A crowded and colourful identity for Britain's leading TV and entertainment forum.
RTS Cambridge Convention 2023
The Royal Television Society’s annual two-day event at The University of Cambridge brings industry leaders together to discuss the future of media, the impact of AI, and the role of opinion in news.
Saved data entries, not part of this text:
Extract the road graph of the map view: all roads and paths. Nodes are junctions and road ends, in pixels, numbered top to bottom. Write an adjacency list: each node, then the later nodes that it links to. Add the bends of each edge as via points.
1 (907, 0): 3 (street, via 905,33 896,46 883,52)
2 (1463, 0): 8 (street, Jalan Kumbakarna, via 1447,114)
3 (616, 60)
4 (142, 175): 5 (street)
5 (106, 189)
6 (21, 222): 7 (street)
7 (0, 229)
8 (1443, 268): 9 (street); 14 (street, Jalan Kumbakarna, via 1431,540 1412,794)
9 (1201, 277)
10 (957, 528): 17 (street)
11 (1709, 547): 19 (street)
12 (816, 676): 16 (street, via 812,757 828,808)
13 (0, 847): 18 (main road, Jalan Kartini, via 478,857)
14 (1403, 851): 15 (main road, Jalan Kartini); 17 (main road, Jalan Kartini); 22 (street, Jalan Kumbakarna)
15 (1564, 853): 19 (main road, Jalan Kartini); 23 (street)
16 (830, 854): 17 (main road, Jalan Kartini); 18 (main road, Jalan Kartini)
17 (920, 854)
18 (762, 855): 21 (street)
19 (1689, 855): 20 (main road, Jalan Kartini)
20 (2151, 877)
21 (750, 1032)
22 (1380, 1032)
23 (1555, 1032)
This year’s event, titled Too Much To Watch, was chaired by Channel 4 CEO Alex Mahon, and held in collaboration with the broadcaster.
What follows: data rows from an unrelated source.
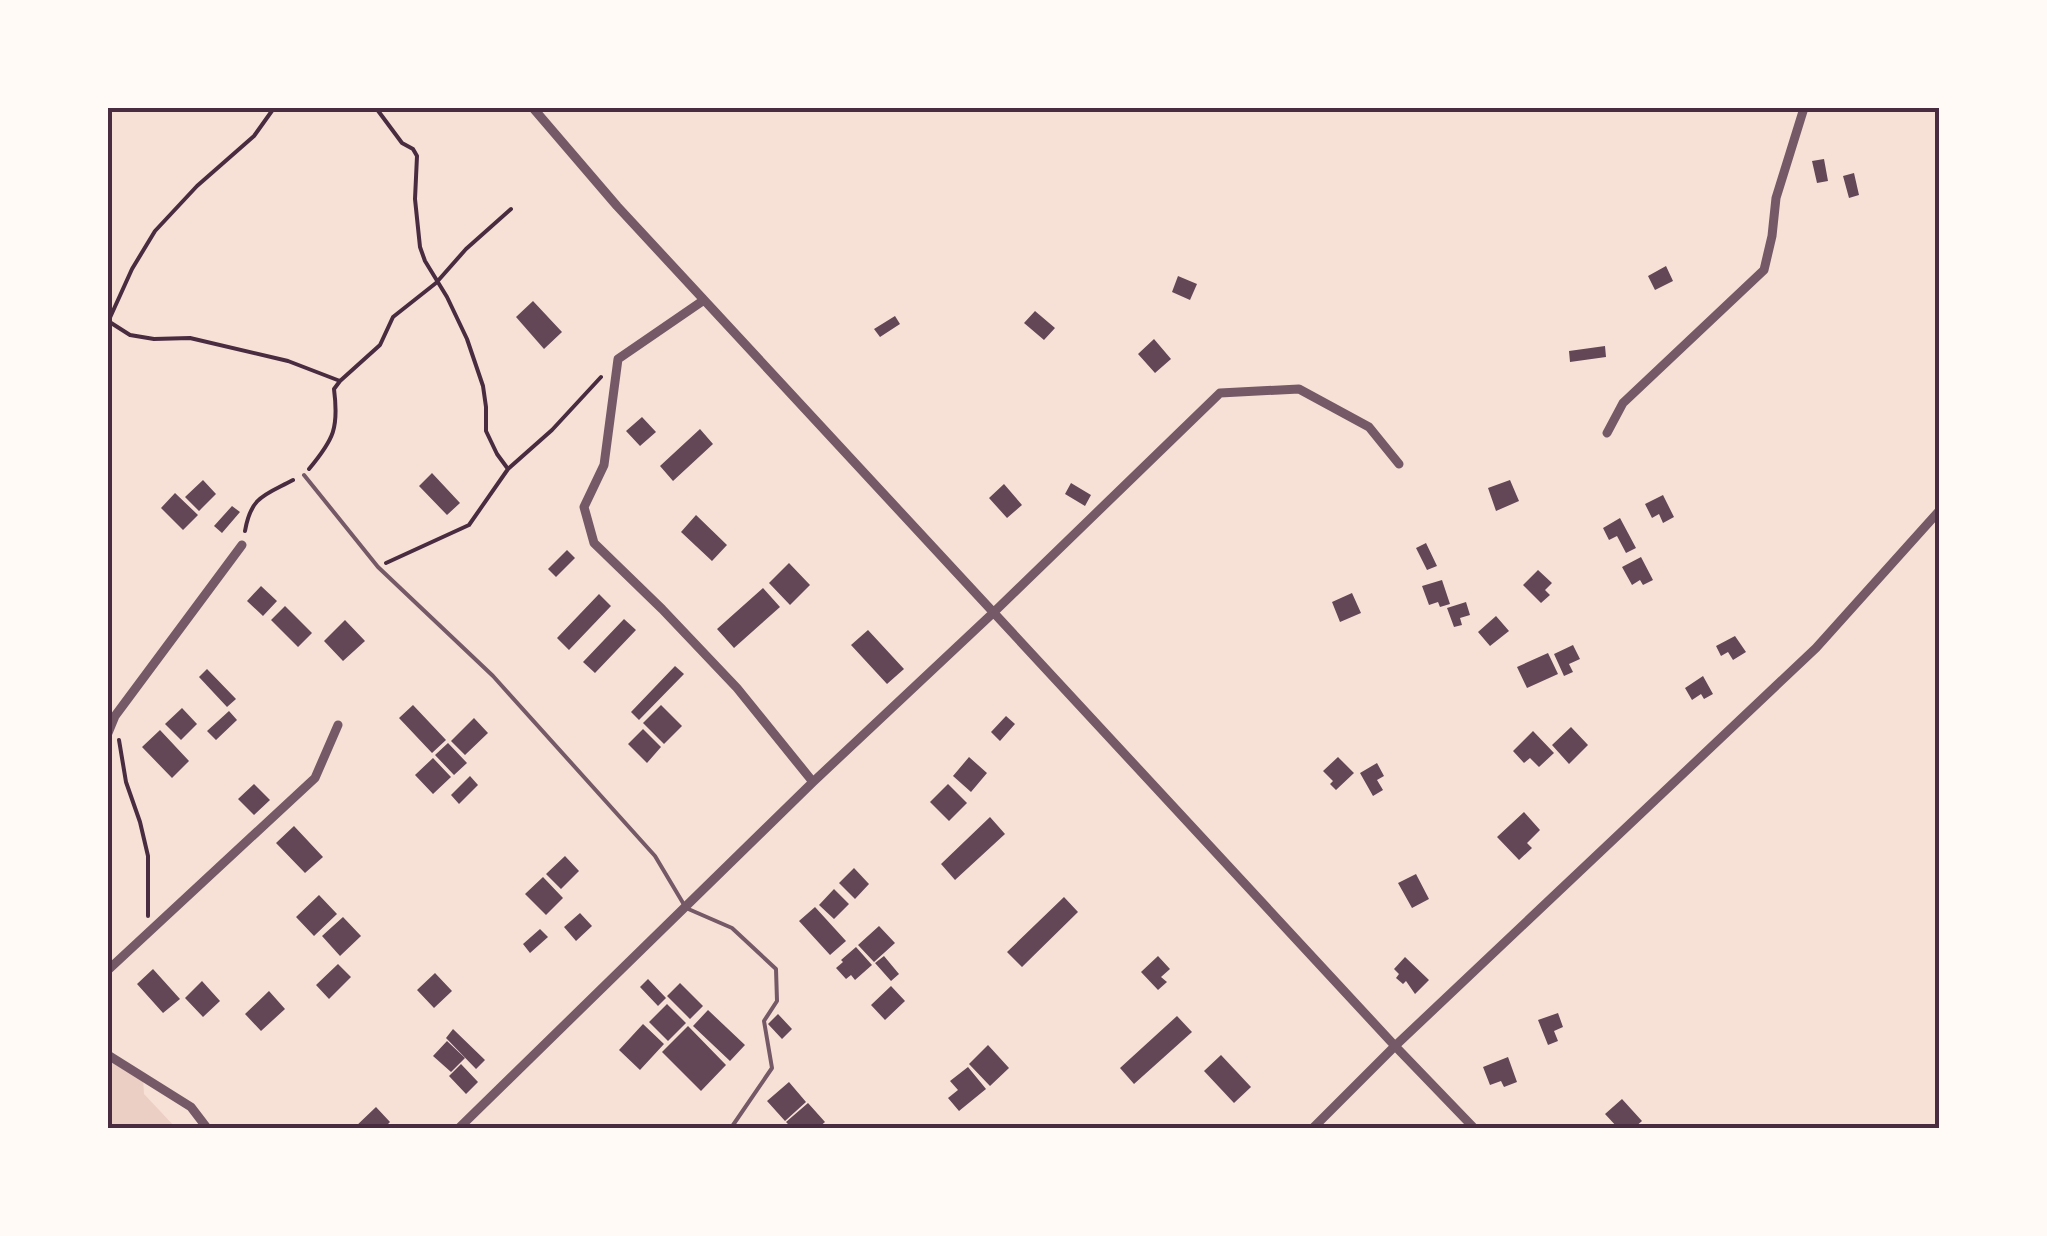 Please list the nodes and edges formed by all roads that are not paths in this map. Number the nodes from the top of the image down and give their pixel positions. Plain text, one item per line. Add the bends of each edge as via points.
1 (535, 108) edge
2 (1804, 108) edge
3 (704, 300) junction
4 (1607, 433) dead end
5 (1399, 464) dead end
6 (304, 475) road end
7 (1940, 510) edge
8 (242, 545) road end
9 (993, 613) junction
10 (338, 724) dead end
11 (108, 734) edge
12 (813, 782) junction
13 (686, 908) junction
14 (108, 970) edge
15 (1395, 1046) junction
16 (108, 1055) edge
17 (207, 1128) edge
18 (460, 1128) edge
19 (731, 1128) edge
20 (1313, 1128) edge
21 (1474, 1128) edge

1 - 3 street
2 - 4 street via 1776,198 1764,270 1623,403
3 - 9 street
3 - 12 street via 618,359 604,465 584,507 594,543 737,688
5 - 9 street via 1369,427 1298,389 1220,394
6 - 13 lane via 378,567 493,676 643,842
7 - 15 street via 1816,648
8 - 11 street
9 - 12 street
9 - 15 street
10 - 14 street via 314,778
12 - 13 street
13 - 18 street
13 - 19 lane via 732,928 776,970 777,1001 764,1021 772,1068
15 - 20 street
15 - 21 street
16 - 17 street via 191,1108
Studio Kiln was commissioned by 4creative to create the brand identity, motion graphics, event graphics and programme design for this year’s event.
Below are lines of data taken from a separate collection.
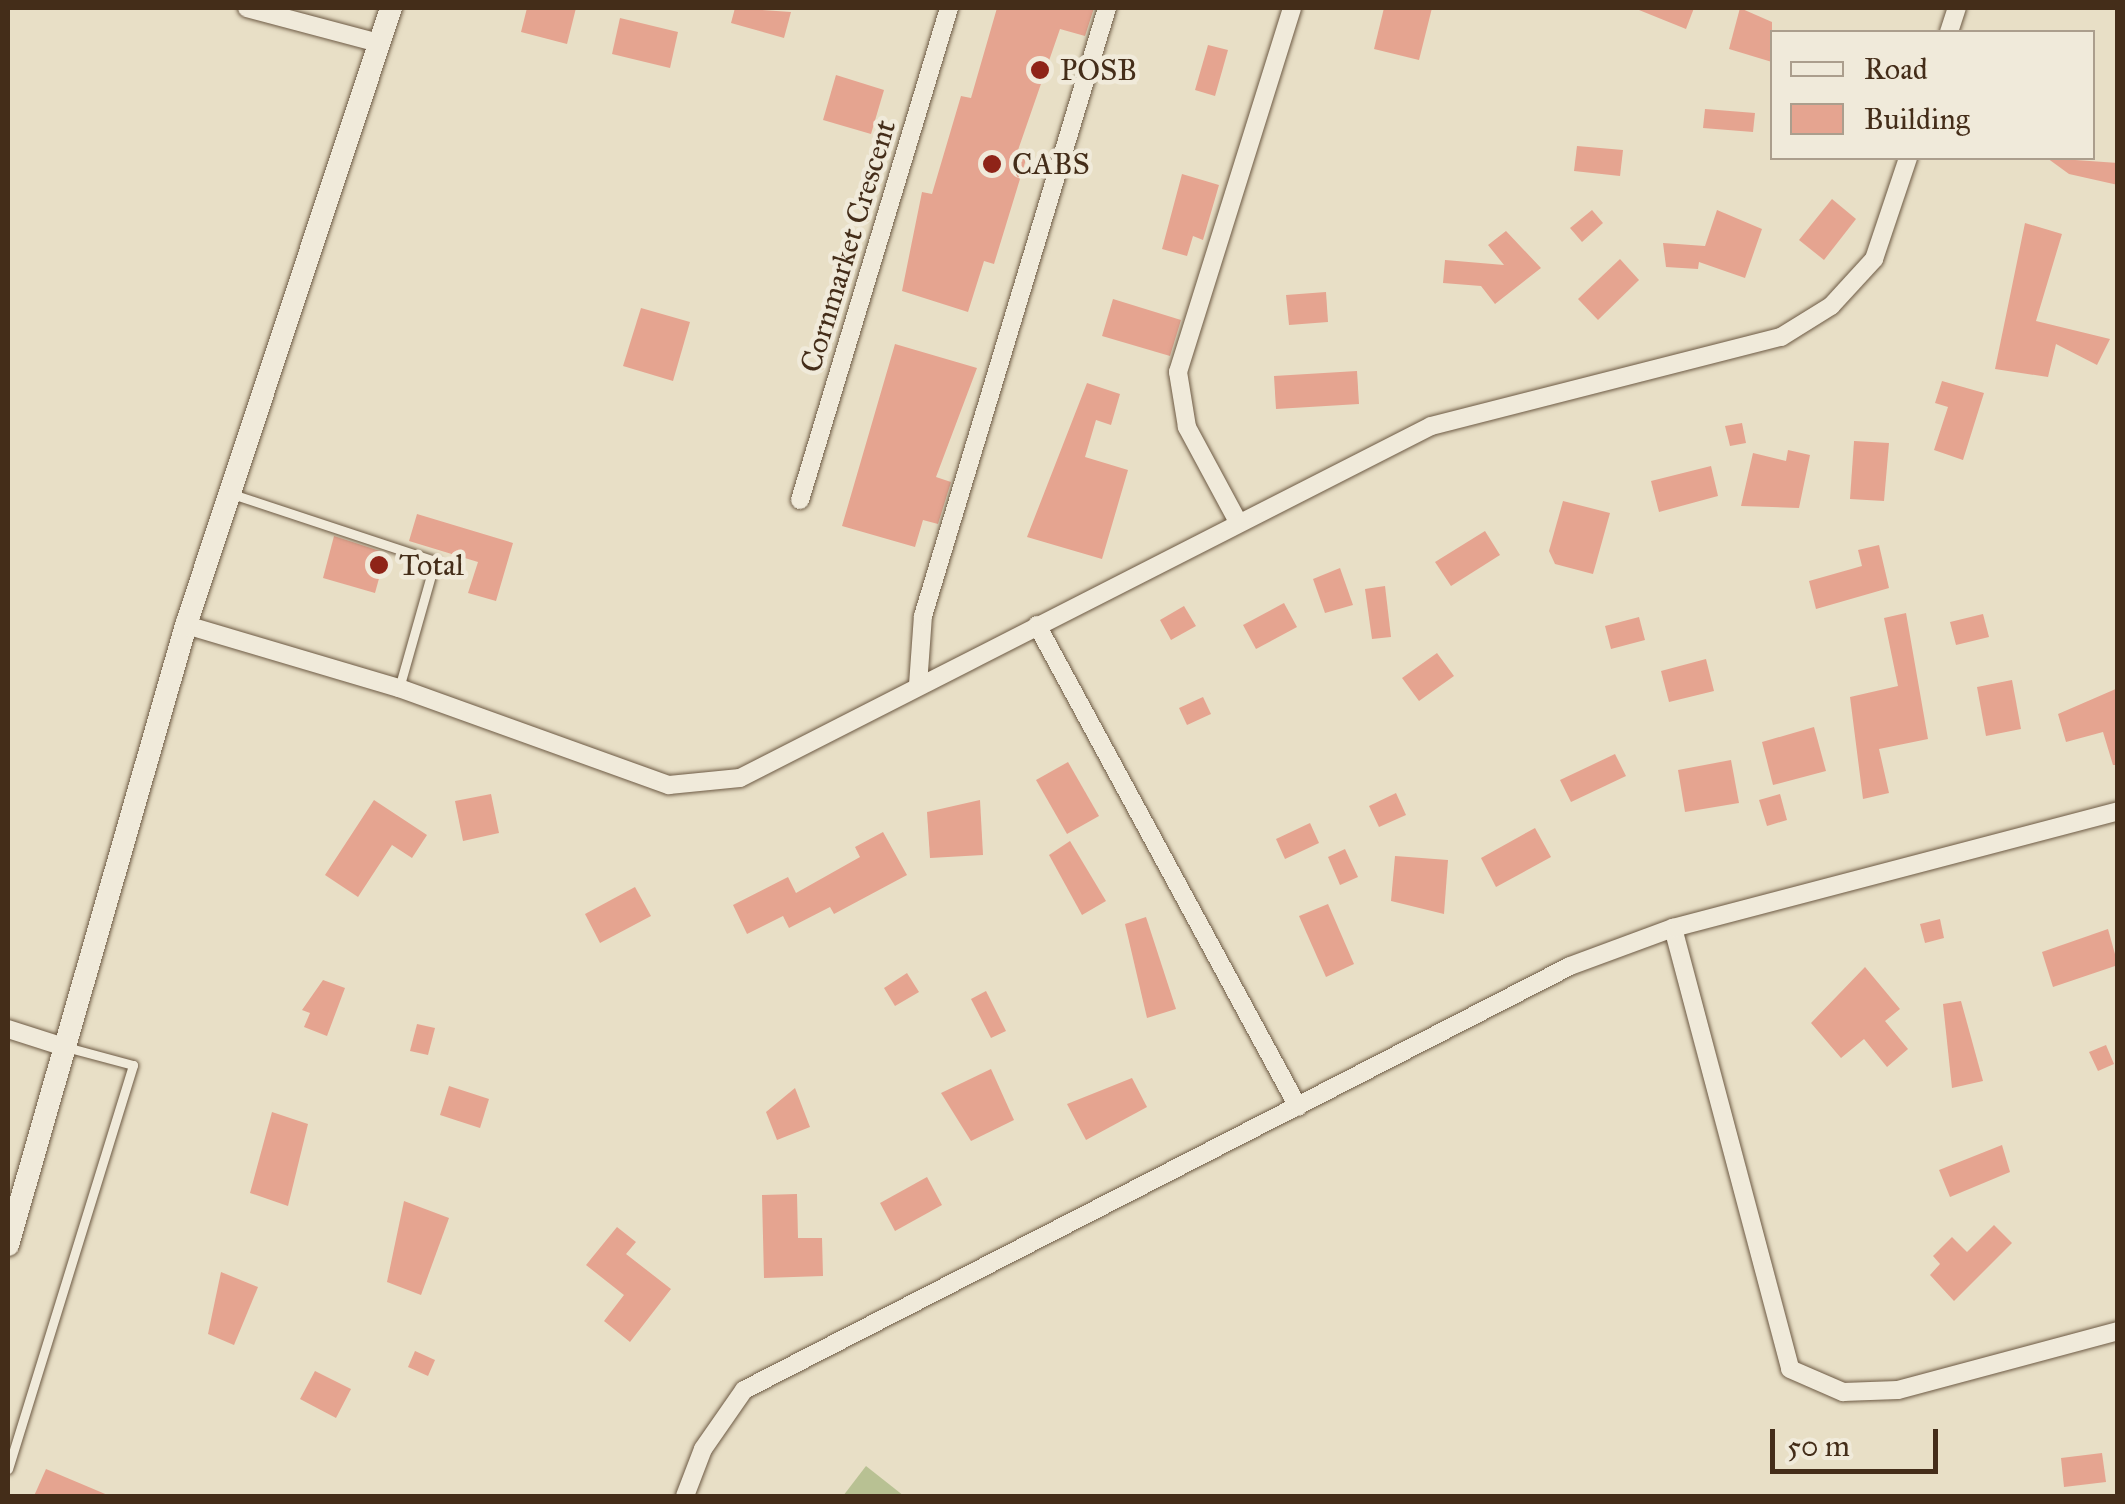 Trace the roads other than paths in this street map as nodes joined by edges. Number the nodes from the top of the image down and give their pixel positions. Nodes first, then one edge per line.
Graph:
1 (247, 8) edge
2 (391, 8) edge
3 (949, 8) edge
4 (1107, 8) edge
5 (1292, 8) edge
6 (379, 43) junction
7 (1907, 160) edge
8 (232, 494) junction
9 (800, 500) dead end
10 (1237, 520) junction
11 (186, 624) junction
12 (1037, 624) junction
13 (918, 685) junction
14 (399, 688) junction
15 (2118, 811) edge
16 (1673, 928) junction
17 (8, 1029) edge
18 (64, 1046) junction
19 (1298, 1107) junction
20 (8, 1245) edge
21 (2118, 1330) edge
22 (8, 1469) edge
23 (685, 1496) edge

1 - 6 street
2 - 6 street
3 - 9 street, Cornmarket Crescent
4 - 13 street
5 - 10 street
6 - 8 street
7 - 10 street
8 - 11 street
8 - 14 lane
10 - 12 street
11 - 14 street
11 - 18 street
12 - 13 street
12 - 19 street
13 - 14 street
15 - 16 street
16 - 19 street
16 - 21 street
17 - 18 street
18 - 20 street
18 - 22 lane
19 - 23 street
Creative Direction: Nathan Smith and Charlie Hocking
Additional Direction: Rob Boon (4creative), Katie Jackson (4creative)
Design: Nathan Smith, Charlie Hocking, Ollie Parker, Harry Stone
Set Design: Nathan Smith
Motion Design: Charlie Hocking
Sound Design: Andrew Sheriff, Ashley Bates
Project Management: Olivia Jones (4creative), Timothy Regan (Channel 4)
Event Management: Lindsey Cran (Cranberry Events)
Production: Helen Scott, Fiona Wright (4creative)
Technical Direction: Elliot Levi (LRI Agency)
Print: WithPrint, MacroArt
Photography: Richard Kendal
Stage footage: Royal Television Society
Inspired by the core topic and title of this year’s event - Too Much To Watch - we created an identity that playfully explored the idea of a crowded screen. Each letter, word and phrase competes for our attention, imitating the dizzying array of content viewers and broadcasters have to navigate.
Our identity had to adapt to multiple touchpoints and our balloon-like letters inflated to fill screens, book covers, windows and pillars; creating a delightfully overwhelming experience for attendees.
The convention was attended by over 350 industry figureheads over two days. It included keynote talks from ITV chief executive Carolyn McCall and BBC Director General, Tim Davie; alongside discussions with Emma Thompson, Krishnan Guru-Murthy and James Corden.
The 2023 event marked a dramatic shift in ambition for the RTS. A vibrant and contemporary visual identity provided an optimistic backdrop to a thought-provoking programme and set the tone for discussion around the future of broadcast.